There was no complete response or partial response in terms of measurable disease. The median time to disease progression, as defined by clinical and/or radiologic criteria, was 10.9 months (95% CI, 6 to 19 months). At the time of analysis with a median follow-up of 18 months (95% CI, 14.1 to 24 months), 64 deaths had occurred. Median survival time was 18.8 months (95% CI, 14.9 to 28.6 months) in all patients. Median survival time in chemotherapy naive patients and in patients after docetaxel chemotherapy were 21.6 months and 11.6 months, respectively.

The number of selected peptides were 4 peptides in 62 patients, 3 peptides in 17 patients and 2 peptides in 21 patients at the first screening. Same peptide at the first screening were only selected in 29 of 97 (30%) patients at second screening and in 10 of 66 (15%) patients at the third screening, remaining patients received at least 1 different peptide during the study. The most frequently selected peptides were Lck486 (40 patients), CypB129 (31 patients), PAP213 (24 patients), SART2-93 (21 patients), PSA248 (20 patients), Lck488 (17 patients) and WHSC2-123 (16 patients) at the first screening. All 31 peptides were selected at any screening in the study.

Total IgG responses specific to the vaccinated peptide were augmented in 42 of 97 (43%) patients, 62 of 66 (94%) patients, 36 of 36 (100%) patients, 16 of 16 (100%) patients, and 7 of 7 (100%) patients at the 6th, 12th, 18th, 24th, and 30th vaccinations, respectively. Finally, positive IgG responses during PPV were observed in 76/97 (79%) patients. PBMCs from 97 patients were available for IFN-γ Elispot assay at the pre- and 6th vaccination. Peptide-specific T-cell responses were detectable in 42 patients (43%) at the 6th vaccination. There was no obvious correlation between IgG and CTL responses. Positive immune responses of both IgG and CTL based on baseline characteristics including age, PS, HLA typing, PSA, Gleason score, presence of metastasis and prior chemotherapy are shown in Figure 2. There was no difference in positive immune responses among baseline characteristics. In comparing immune responses with PSA kinetics, although average PSA changes did not correlate with immune responses, average ratio of PSADT was significantly higher in patients with positive IgG (8 vs. 4, p < 0.0001) and CTL (8.8 vs. 6.1, p = 0.0007) responses (Figure 3).

Cox proportional hazards regression analysis was performed to determine factors that would predict disease death (Table 4). Univariate Cox analysis showed that good performance status (p < 0.0001), positive IgG response (p < 0.0001), low CRP (p = 0.012), prolongation of PSADT (p = 0.018), low PSA (p = 0.004), prior chemotherapy status (p = 0.037), positive T-cell response (p = 0.039), and presentation of ≥50% PSA decline (p = 0.046) were significantly associated with survival.
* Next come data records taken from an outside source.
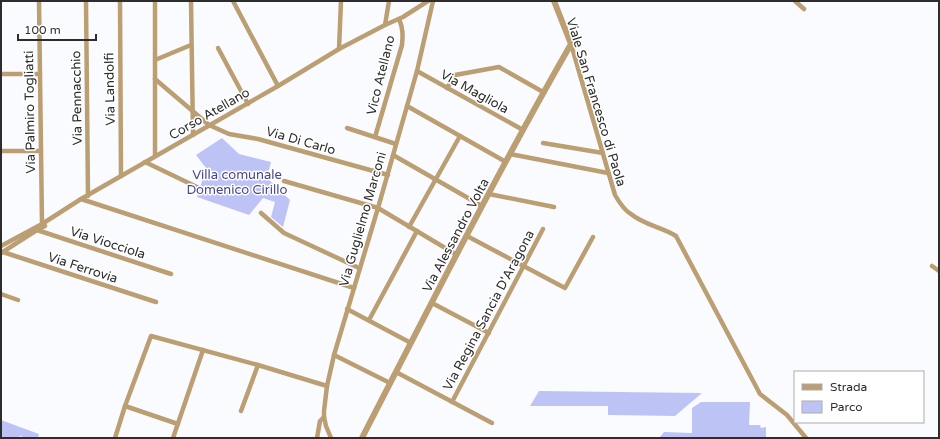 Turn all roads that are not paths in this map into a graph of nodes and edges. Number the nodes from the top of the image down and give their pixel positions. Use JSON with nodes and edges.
{"nodes":[{"id":1,"x":40,"y":1,"type":"edge"},
{"id":2,"x":86,"y":1,"type":"edge"},
{"id":3,"x":120,"y":1,"type":"edge"},
{"id":4,"x":155,"y":1,"type":"edge"},
{"id":5,"x":191,"y":1,"type":"edge"},
{"id":6,"x":233,"y":1,"type":"edge"},
{"id":7,"x":341,"y":1,"type":"edge"},
{"id":8,"x":389,"y":1,"type":"edge"},
{"id":9,"x":428,"y":1,"type":"edge"},
{"id":10,"x":434,"y":1,"type":"edge"},
{"id":11,"x":554,"y":1,"type":"edge"},
{"id":12,"x":795,"y":1,"type":"edge"},
{"id":13,"x":421,"y":5,"type":"junction"},
{"id":14,"x":432,"y":7,"type":"junction"},
{"id":15,"x":804,"y":9,"type":"dead end"},
{"id":16,"x":399,"y":19,"type":"junction"},
{"id":17,"x":385,"y":25,"type":"junction"},
{"id":18,"x":570,"y":44,"type":"junction"},
{"id":19,"x":192,"y":45,"type":"junction"},
{"id":20,"x":218,"y":48,"type":"dead end"},
{"id":21,"x":340,"y":49,"type":"junction"},
{"id":22,"x":155,"y":60,"type":"junction"},
{"id":23,"x":417,"y":71,"type":"junction"},
{"id":24,"x":1,"y":74,"type":"edge"},
{"id":25,"x":40,"y":74,"type":"junction"},
{"id":26,"x":155,"y":79,"type":"junction"},
{"id":27,"x":278,"y":86,"type":"junction"},
{"id":28,"x":447,"y":88,"type":"junction"},
{"id":29,"x":543,"y":92,"type":"junction"},
{"id":30,"x":248,"y":104,"type":"junction"},
{"id":31,"x":407,"y":106,"type":"junction"},
{"id":32,"x":192,"y":110,"type":"junction"},
{"id":33,"x":210,"y":126,"type":"junction"},
{"id":34,"x":347,"y":128,"type":"dead end"},
{"id":35,"x":523,"y":130,"type":"junction"},
{"id":36,"x":193,"y":135,"type":"junction"},
{"id":37,"x":460,"y":136,"type":"junction"},
{"id":38,"x":376,"y":137,"type":"junction"},
{"id":39,"x":544,"y":143,"type":"dead end"},
{"id":40,"x":396,"y":144,"type":"junction"},
{"id":41,"x":41,"y":151,"type":"junction"},
{"id":42,"x":1,"y":152,"type":"edge"},
{"id":43,"x":603,"y":153,"type":"junction"},
{"id":44,"x":510,"y":154,"type":"junction"},
{"id":45,"x":393,"y":155,"type":"junction"},
{"id":46,"x":155,"y":156,"type":"junction"},
{"id":47,"x":145,"y":162,"type":"junction"},
{"id":48,"x":506,"y":162,"type":"junction"},
{"id":49,"x":608,"y":173,"type":"junction"},
{"id":50,"x":388,"y":175,"type":"junction"},
{"id":51,"x":121,"y":176,"type":"junction"},
{"id":52,"x":436,"y":180,"type":"junction"},
{"id":53,"x":284,"y":181,"type":"dead end"},
{"id":54,"x":197,"y":187,"type":"dead end"},
{"id":55,"x":489,"y":194,"type":"junction"},
{"id":56,"x":88,"y":196,"type":"junction"},
{"id":57,"x":81,"y":199,"type":"junction"},
{"id":58,"x":482,"y":206,"type":"junction"},
{"id":59,"x":554,"y":207,"type":"dead end"},
{"id":60,"x":378,"y":208,"type":"junction"},
{"id":61,"x":261,"y":213,"type":"dead end"},
{"id":62,"x":42,"y":224,"type":"junction"},
{"id":63,"x":409,"y":227,"type":"junction"},
{"id":64,"x":543,"y":229,"type":"dead end"},
{"id":65,"x":37,"y":230,"type":"junction"},
{"id":66,"x":417,"y":231,"type":"junction"},
{"id":67,"x":467,"y":236,"type":"junction"},
{"id":68,"x":593,"y":237,"type":"dead end"},
{"id":69,"x":1,"y":246,"type":"edge"},
{"id":70,"x":2,"y":252,"type":"edge"},
{"id":71,"x":457,"y":255,"type":"junction"},
{"id":72,"x":524,"y":266,"type":"junction"},
{"id":73,"x":932,"y":266,"type":"dead end"},
{"id":74,"x":360,"y":268,"type":"junction"},
{"id":75,"x":939,"y":272,"type":"edge"},
{"id":76,"x":171,"y":274,"type":"dead end"},
{"id":77,"x":354,"y":288,"type":"junction"},
{"id":78,"x":1,"y":294,"type":"edge"},
{"id":79,"x":18,"y":300,"type":"dead end"},
{"id":80,"x":156,"y":302,"type":"dead end"},
{"id":81,"x":432,"y":303,"type":"junction"},
{"id":82,"x":347,"y":309,"type":"junction"},
{"id":83,"x":369,"y":320,"type":"junction"},
{"id":84,"x":489,"y":333,"type":"junction"},
{"id":85,"x":411,"y":343,"type":"junction"},
{"id":86,"x":203,"y":350,"type":"junction"},
{"id":87,"x":334,"y":354,"type":"junction"},
{"id":88,"x":258,"y":365,"type":"junction"},
{"id":89,"x":396,"y":372,"type":"junction"},
{"id":90,"x":390,"y":383,"type":"junction"},
{"id":91,"x":327,"y":386,"type":"junction"},
{"id":92,"x":452,"y":402,"type":"junction"},
{"id":93,"x":125,"y":406,"type":"junction"},
{"id":94,"x":241,"y":411,"type":"dead end"},
{"id":95,"x":324,"y":417,"type":"junction"},
{"id":96,"x":492,"y":423,"type":"dead end"},
{"id":97,"x":178,"y":424,"type":"junction"},
{"id":98,"x":115,"y":438,"type":"edge"},
{"id":99,"x":173,"y":438,"type":"edge"},
{"id":100,"x":317,"y":438,"type":"edge"},
{"id":101,"x":332,"y":438,"type":"edge"},
{"id":102,"x":362,"y":438,"type":"edge"},
{"id":103,"x":806,"y":438,"type":"edge"}],
"edges":[{"from":1,"to":25,"type":"street","name":"Via Palmiro Togliatti"},
{"from":2,"to":56,"type":"street","name":"Via Pennacchio"},
{"from":3,"to":51,"type":"street","name":"Via Landolfi"},
{"from":4,"to":22,"type":"street"},
{"from":5,"to":19,"type":"street"},
{"from":6,"to":27,"type":"street"},
{"from":7,"to":21,"type":"street"},
{"from":8,"to":17,"type":"street"},
{"from":9,"to":13,"type":"street","name":"Corso Atellano"},
{"from":10,"to":14,"type":"street","name":"Via Guglielmo Marconi"},
{"from":11,"to":18,"type":"street","name":"Viale San Francesco di Paola"},
{"from":12,"to":15,"type":"street"},
{"from":13,"to":14,"type":"street"},
{"from":13,"to":16,"type":"street","name":"Corso Atellano"},
{"from":14,"to":23,"type":"street","name":"Via Guglielmo Marconi"},
{"from":16,"to":17,"type":"street","name":"Corso Atellano"},
{"from":16,"to":38,"type":"street","name":"Vico Atellano"},
{"from":17,"to":21,"type":"street","name":"Corso Atellano"},
{"from":18,"to":29,"type":"street","name":"Via Alessandro Volta"},
{"from":18,"to":43,"type":"street","name":"Viale San Francesco di Paola"},
{"from":19,"to":22,"type":"street"},
{"from":19,"to":32,"type":"street"},
{"from":20,"to":30,"type":"street"},
{"from":21,"to":27,"type":"street","name":"Corso Atellano"},
{"from":22,"to":26,"type":"street"},
{"from":23,"to":28,"type":"street","name":"Via Magliola"},
{"from":23,"to":31,"type":"street","name":"Via Guglielmo Marconi"},
{"from":24,"to":25,"type":"street"},
{"from":25,"to":41,"type":"street","name":"Via Palmiro Togliatti"},
{"from":26,"to":32,"type":"street","name":"Via Di Carlo"},
{"from":26,"to":46,"type":"street"},
{"from":27,"to":30,"type":"street","name":"Corso Atellano"},
{"from":28,"to":29,"type":"street"},
{"from":28,"to":35,"type":"street","name":"Via Magliola"},
{"from":29,"to":35,"type":"street","name":"Via Alessandro Volta"},
{"from":30,"to":33,"type":"street","name":"Corso Atellano"},
{"from":31,"to":37,"type":"street"},
{"from":31,"to":40,"type":"street","name":"Via Guglielmo Marconi"},
{"from":32,"to":33,"type":"street","name":"Via Di Carlo"},
{"from":32,"to":36,"type":"street"},
{"from":33,"to":36,"type":"street","name":"Corso Atellano"},
{"from":33,"to":50,"type":"street","name":"Via Di Carlo"},
{"from":34,"to":38,"type":"street"},
{"from":35,"to":44,"type":"street","name":"Via Alessandro Volta"},
{"from":36,"to":46,"type":"street","name":"Corso Atellano"},
{"from":37,"to":48,"type":"street"},
{"from":37,"to":52,"type":"street"},
{"from":38,"to":40,"type":"street"},
{"from":39,"to":43,"type":"street"},
{"from":40,"to":45,"type":"street","name":"Via Guglielmo Marconi"},
{"from":41,"to":42,"type":"street"},
{"from":41,"to":62,"type":"street","name":"Via Palmiro Togliatti"},
{"from":43,"to":49,"type":"street","name":"Viale San Francesco di Paola"},
{"from":44,"to":48,"type":"street","name":"Via Alessandro Volta"},
{"from":44,"to":49,"type":"street"},
{"from":45,"to":50,"type":"street","name":"Via Guglielmo Marconi"},
{"from":45,"to":52,"type":"street"},
{"from":46,"to":47,"type":"street","name":"Corso Atellano"},
{"from":47,"to":51,"type":"street","name":"Corso Atellano"},
{"from":47,"to":54,"type":"street"},
{"from":48,"to":55,"type":"street","name":"Via Alessandro Volta"},
{"from":49,"to":103,"type":"street","name":"Viale San Francesco di Paola"},
{"from":50,"to":60,"type":"street","name":"Via Guglielmo Marconi"},
{"from":51,"to":56,"type":"street","name":"Corso Atellano"},
{"from":52,"to":58,"type":"street"},
{"from":52,"to":63,"type":"street"},
{"from":53,"to":60,"type":"street"},
{"from":55,"to":58,"type":"street","name":"Via Alessandro Volta"},
{"from":55,"to":59,"type":"street"},
{"from":56,"to":57,"type":"street","name":"Corso Atellano"},
{"from":57,"to":62,"type":"street","name":"Corso Atellano"},
{"from":57,"to":77,"type":"street"},
{"from":58,"to":67,"type":"street","name":"Via Alessandro Volta"},
{"from":60,"to":63,"type":"street"},
{"from":60,"to":74,"type":"street","name":"Via Guglielmo Marconi"},
{"from":61,"to":74,"type":"street"},
{"from":62,"to":65,"type":"street"},
{"from":62,"to":69,"type":"street","name":"Corso Atellano"},
{"from":63,"to":66,"type":"street"},
{"from":64,"to":72,"type":"street","name":"Via Regina Sancia D'Aragona"},
{"from":65,"to":70,"type":"street"},
{"from":65,"to":76,"type":"street","name":"Via Viocciola"},
{"from":66,"to":71,"type":"street"},
{"from":66,"to":83,"type":"street"},
{"from":67,"to":71,"type":"street","name":"Via Alessandro Volta"},
{"from":67,"to":72,"type":"street"},
{"from":68,"to":72,"type":"street"},
{"from":70,"to":80,"type":"street","name":"Via Ferrovia"},
{"from":71,"to":81,"type":"street","name":"Via Alessandro Volta"},
{"from":72,"to":84,"type":"street","name":"Via Regina Sancia D'Aragona"},
{"from":73,"to":75,"type":"street"},
{"from":74,"to":77,"type":"street","name":"Via Guglielmo Marconi"},
{"from":77,"to":82,"type":"street","name":"Via Guglielmo Marconi"},
{"from":78,"to":79,"type":"street"},
{"from":81,"to":84,"type":"street"},
{"from":81,"to":85,"type":"street","name":"Via Alessandro Volta"},
{"from":82,"to":83,"type":"street"},
{"from":82,"to":87,"type":"street","name":"Via Guglielmo Marconi"},
{"from":83,"to":85,"type":"street"},
{"from":84,"to":92,"type":"street","name":"Via Regina Sancia D'Aragona"},
{"from":85,"to":89,"type":"street","name":"Via Alessandro Volta"},
{"from":86,"to":88,"type":"street"},
{"from":86,"to":93,"type":"street"},
{"from":86,"to":97,"type":"street"},
{"from":87,"to":90,"type":"street"},
{"from":87,"to":91,"type":"street","name":"Via Guglielmo Marconi"},
{"from":88,"to":91,"type":"street"},
{"from":88,"to":94,"type":"street"},
{"from":89,"to":90,"type":"street","name":"Via Alessandro Volta"},
{"from":89,"to":92,"type":"street"},
{"from":90,"to":102,"type":"street","name":"Via Alessandro Volta"},
{"from":91,"to":95,"type":"street","name":"Via Guglielmo Marconi"},
{"from":92,"to":96,"type":"street"},
{"from":93,"to":97,"type":"street"},
{"from":93,"to":98,"type":"street"},
{"from":95,"to":100,"type":"street"},
{"from":95,"to":101,"type":"street","name":"Via Guglielmo Marconi"},
{"from":97,"to":99,"type":"street"}]}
The factors showing p less than 0.05 in the univariate analysis were included in multivariate analysis of the model. Finally, positive IgG response (p = 0.001) and prolongation of PSADT (p = 0.004) during PPV, as well as baseline good performance status (p = 0.004), low CRP levels (p = 0.006), and low PSA levels (p = 0.008), were significantly favorable factors for OS (Table 4).